> [ABOUT THIS TASK]
When you reach the line with "dup .setfillconstantalpha .setstrokeconstantalpha" in the data below, begin printing lines exactly, and stop once the line with "x r add y moveto" has been printed.
━━━ MATERIAL SUPPLIED
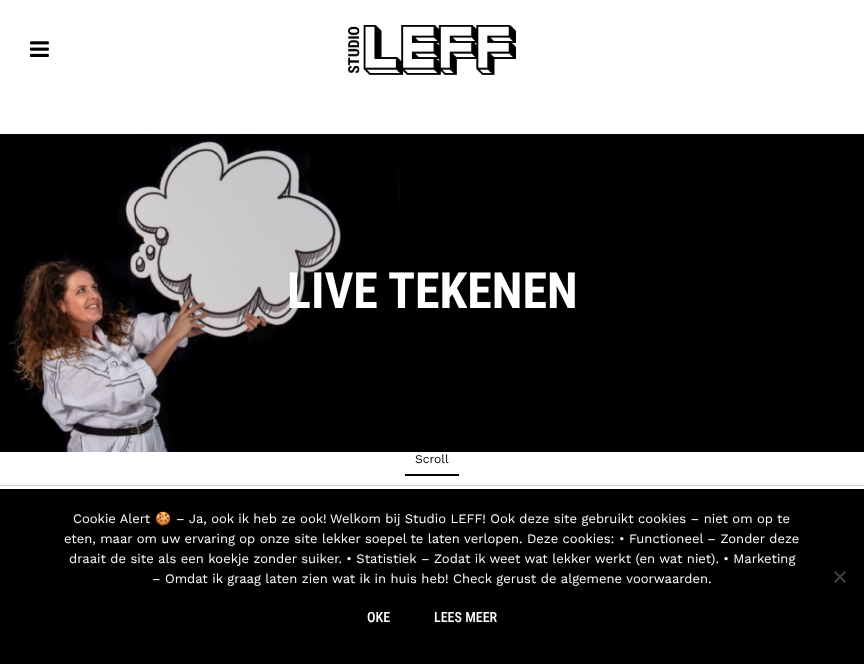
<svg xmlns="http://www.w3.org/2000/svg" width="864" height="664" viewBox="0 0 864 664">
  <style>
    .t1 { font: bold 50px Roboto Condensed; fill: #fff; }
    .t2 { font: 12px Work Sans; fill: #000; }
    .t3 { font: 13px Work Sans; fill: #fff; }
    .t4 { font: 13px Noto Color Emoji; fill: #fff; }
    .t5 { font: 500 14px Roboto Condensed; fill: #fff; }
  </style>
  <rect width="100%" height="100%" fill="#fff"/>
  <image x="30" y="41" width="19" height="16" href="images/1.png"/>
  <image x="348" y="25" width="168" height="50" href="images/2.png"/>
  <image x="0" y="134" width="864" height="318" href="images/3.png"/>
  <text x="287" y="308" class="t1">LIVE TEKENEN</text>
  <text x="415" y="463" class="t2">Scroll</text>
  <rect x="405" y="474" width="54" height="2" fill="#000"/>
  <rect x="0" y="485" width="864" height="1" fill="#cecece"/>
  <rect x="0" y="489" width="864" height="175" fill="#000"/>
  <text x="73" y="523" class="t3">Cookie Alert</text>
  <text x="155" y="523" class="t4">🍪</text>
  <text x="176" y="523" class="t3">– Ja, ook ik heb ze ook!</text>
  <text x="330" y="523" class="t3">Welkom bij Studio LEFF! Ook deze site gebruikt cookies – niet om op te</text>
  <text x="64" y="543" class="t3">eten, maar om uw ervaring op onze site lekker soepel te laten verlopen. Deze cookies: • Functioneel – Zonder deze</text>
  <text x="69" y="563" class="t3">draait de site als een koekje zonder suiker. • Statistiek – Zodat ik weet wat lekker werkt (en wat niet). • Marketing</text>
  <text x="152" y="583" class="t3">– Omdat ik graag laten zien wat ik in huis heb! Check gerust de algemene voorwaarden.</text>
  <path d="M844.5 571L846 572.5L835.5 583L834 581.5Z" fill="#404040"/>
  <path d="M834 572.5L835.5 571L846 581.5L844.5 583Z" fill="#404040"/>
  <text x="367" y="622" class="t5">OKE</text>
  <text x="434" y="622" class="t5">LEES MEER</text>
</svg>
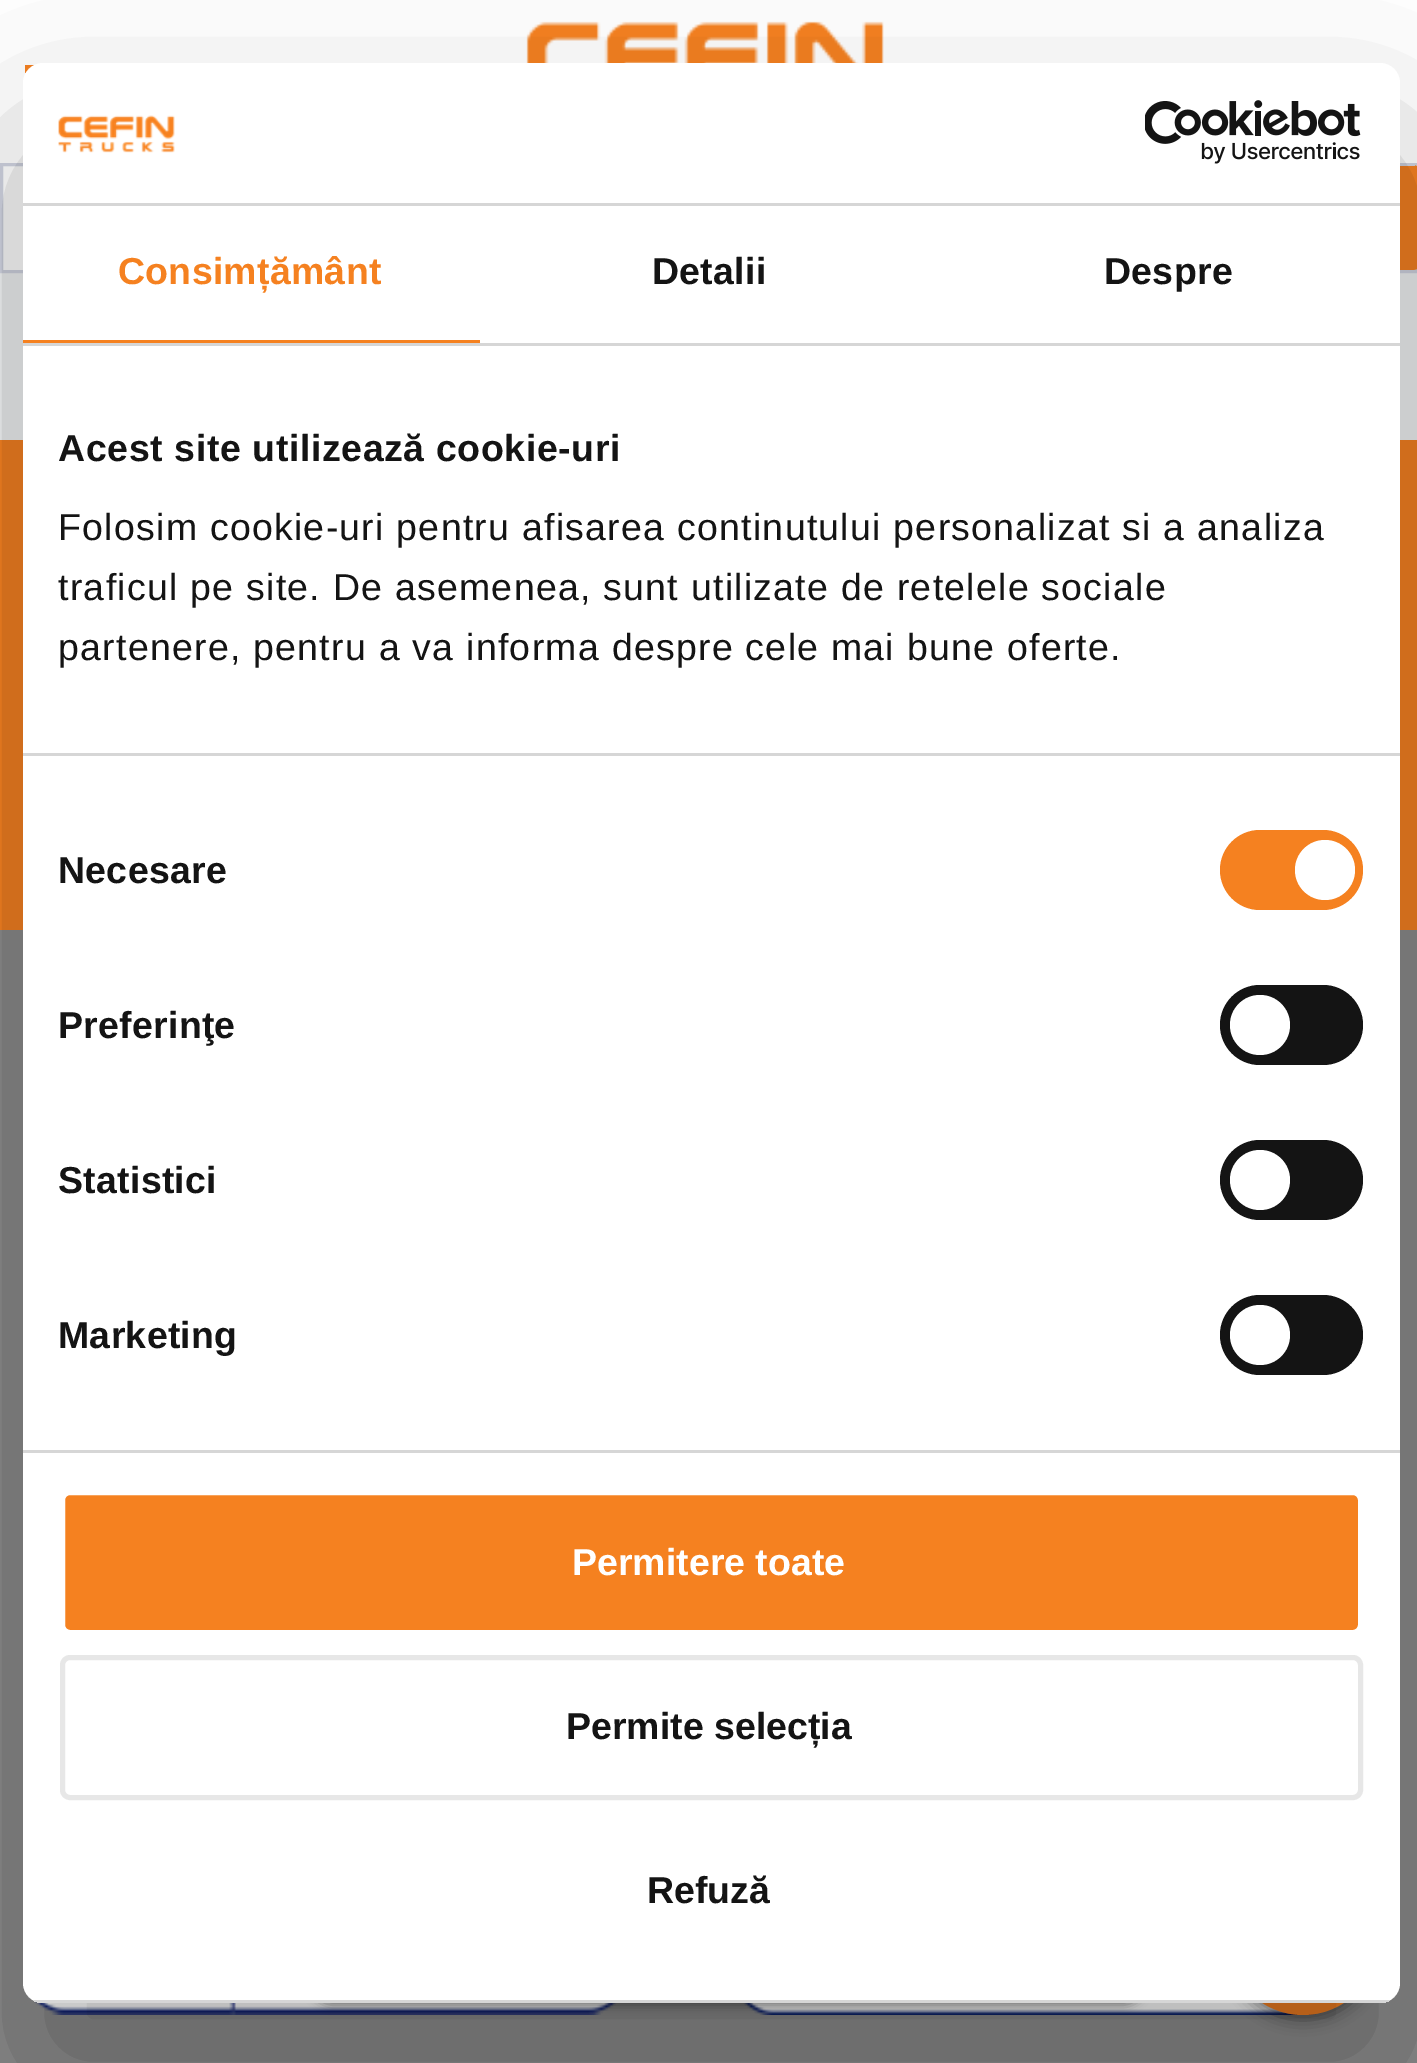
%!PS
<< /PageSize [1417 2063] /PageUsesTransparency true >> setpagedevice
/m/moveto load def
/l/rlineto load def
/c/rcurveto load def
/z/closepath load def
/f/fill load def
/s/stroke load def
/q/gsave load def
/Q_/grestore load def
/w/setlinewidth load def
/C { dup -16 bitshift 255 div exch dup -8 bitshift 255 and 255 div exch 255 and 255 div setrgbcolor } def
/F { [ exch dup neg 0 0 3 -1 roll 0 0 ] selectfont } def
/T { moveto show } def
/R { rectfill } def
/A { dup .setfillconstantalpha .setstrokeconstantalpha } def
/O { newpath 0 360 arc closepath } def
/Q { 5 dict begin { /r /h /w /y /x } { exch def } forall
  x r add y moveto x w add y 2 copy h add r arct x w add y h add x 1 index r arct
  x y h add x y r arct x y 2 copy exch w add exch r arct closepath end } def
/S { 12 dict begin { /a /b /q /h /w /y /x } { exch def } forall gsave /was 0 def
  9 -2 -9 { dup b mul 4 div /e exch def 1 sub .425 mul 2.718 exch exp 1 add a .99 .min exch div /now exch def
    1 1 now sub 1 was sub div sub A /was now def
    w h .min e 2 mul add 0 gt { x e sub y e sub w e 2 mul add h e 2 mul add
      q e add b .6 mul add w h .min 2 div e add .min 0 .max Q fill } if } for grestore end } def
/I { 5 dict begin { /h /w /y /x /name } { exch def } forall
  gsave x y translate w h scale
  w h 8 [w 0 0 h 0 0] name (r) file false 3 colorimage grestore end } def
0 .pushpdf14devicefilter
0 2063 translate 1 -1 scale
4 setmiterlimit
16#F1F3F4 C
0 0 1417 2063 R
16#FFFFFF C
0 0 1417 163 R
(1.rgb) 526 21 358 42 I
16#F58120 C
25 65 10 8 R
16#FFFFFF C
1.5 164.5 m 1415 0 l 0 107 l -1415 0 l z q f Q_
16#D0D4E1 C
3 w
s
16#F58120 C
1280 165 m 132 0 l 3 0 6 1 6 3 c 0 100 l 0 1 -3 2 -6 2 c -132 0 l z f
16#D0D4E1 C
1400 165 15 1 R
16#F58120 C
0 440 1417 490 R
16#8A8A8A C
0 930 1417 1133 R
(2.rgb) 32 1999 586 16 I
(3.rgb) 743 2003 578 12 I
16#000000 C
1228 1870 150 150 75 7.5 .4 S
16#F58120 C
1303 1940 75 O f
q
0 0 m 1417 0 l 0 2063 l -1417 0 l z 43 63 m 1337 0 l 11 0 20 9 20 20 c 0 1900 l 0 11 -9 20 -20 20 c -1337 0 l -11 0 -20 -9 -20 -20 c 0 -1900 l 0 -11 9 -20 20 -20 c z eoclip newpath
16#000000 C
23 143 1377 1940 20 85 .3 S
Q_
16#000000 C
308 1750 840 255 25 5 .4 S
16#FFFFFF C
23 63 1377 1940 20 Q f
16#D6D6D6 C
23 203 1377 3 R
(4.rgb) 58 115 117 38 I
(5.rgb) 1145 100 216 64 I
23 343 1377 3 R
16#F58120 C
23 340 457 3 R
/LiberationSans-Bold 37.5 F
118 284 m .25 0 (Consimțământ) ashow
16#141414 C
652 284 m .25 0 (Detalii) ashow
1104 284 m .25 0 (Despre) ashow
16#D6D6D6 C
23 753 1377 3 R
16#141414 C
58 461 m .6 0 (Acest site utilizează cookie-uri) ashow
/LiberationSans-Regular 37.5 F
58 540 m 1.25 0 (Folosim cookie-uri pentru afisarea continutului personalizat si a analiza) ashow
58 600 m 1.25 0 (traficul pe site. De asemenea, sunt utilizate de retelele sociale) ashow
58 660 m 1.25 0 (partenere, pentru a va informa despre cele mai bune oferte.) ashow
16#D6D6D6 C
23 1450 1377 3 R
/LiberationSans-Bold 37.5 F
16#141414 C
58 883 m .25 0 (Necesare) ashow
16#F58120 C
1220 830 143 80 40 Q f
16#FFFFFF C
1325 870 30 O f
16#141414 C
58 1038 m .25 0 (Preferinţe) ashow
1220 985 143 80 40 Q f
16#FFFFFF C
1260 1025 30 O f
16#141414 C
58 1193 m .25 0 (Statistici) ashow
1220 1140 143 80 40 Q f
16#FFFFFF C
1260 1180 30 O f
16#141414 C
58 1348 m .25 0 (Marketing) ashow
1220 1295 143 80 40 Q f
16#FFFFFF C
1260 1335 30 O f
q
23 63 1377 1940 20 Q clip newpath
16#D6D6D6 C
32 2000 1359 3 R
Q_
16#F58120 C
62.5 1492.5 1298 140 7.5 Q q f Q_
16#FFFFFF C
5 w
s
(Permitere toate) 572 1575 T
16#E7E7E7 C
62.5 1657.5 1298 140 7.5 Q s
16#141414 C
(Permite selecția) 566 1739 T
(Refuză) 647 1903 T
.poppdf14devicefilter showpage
━━━━━━
> [ANSWER SPACE]
/A { dup .setfillconstantalpha .setstrokeconstantalpha } def
/O { newpath 0 360 arc closepath } def
/Q { 5 dict begin { /r /h /w /y /x } { exch def } forall
  x r add y moveto x w add y 2 copy h add r arct x w add y h add x 1 index r arct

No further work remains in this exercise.